Role of cyclic nucleotides in effects of hydrogen sulfide on the mediator release in frog neuromuscular junction

The role of cyclic nucleotides in the effects of hydrogen sulfide (H2S) on transmitter release in the frog neuromuscular junction was studied using focal microelectrode recording of synaptic signals. A donor of H2S, sodium hydrogen sulfide (NaHS) (100 µM) reversibly increased the amplitude and quantum content of end-plate currents (EPCs) without changing the nerve ending response. The effect of H2S on evoked transmitter release was decreased by preliminary application of the membrane-permeable cAMP analogue pCPT-cAMP (100 µM).
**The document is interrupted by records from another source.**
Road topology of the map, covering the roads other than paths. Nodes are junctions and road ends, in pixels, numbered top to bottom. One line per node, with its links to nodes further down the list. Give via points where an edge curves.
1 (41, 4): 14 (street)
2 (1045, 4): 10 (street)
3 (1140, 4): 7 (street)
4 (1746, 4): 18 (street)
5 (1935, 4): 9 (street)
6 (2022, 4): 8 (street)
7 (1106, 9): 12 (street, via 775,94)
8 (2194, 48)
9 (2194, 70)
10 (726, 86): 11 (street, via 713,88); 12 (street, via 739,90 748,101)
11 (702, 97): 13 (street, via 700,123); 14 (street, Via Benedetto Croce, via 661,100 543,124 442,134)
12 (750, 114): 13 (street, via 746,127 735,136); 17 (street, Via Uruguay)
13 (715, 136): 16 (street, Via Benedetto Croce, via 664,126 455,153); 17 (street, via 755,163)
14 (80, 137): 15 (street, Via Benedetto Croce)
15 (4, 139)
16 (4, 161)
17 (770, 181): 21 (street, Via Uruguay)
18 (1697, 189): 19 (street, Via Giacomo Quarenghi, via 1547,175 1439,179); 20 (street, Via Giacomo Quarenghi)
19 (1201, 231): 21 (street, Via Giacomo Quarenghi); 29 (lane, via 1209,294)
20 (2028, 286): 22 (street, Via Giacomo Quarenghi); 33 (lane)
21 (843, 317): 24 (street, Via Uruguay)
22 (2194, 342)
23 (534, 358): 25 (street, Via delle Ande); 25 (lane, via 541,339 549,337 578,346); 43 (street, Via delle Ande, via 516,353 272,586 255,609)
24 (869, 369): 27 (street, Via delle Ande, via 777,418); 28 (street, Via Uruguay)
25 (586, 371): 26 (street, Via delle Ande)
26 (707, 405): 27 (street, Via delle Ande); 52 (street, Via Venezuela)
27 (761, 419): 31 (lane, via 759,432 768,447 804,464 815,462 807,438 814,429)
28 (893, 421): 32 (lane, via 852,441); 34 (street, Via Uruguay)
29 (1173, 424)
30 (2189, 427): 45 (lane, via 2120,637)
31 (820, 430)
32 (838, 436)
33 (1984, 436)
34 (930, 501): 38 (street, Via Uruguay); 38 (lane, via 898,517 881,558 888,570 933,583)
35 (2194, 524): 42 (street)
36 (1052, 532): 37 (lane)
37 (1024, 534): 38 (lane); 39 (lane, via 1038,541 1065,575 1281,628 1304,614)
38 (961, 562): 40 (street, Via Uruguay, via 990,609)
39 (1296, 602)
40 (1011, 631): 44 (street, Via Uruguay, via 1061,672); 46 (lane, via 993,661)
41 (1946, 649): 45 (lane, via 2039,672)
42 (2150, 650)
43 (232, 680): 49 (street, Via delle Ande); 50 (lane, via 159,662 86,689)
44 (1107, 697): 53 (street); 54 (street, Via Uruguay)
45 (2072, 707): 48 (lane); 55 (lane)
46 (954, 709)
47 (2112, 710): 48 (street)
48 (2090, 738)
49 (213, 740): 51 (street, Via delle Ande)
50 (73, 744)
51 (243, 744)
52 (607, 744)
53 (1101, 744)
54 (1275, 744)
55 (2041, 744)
Inhibition of adenylate cyclase by MDL-12330A (0.8 µM) did not alter the effect of NaHS on transmitter release. Membrane-permeable cGMP analogue pCPT-cGMP (50 µM) and inhibitor of guanylate cyclase ODQ (0.1 µM) did not change the effect of NaHS. Therefore, we conclude that the H2S-induced increase in the transmitter release was not a result of guanylate cyclase activity. It was concluded that the H2S effects are related to the functioning of cAMP-dependent mechanisms; however, these effects are not associated with the direct action of H2S on the adenylate cyclase activity.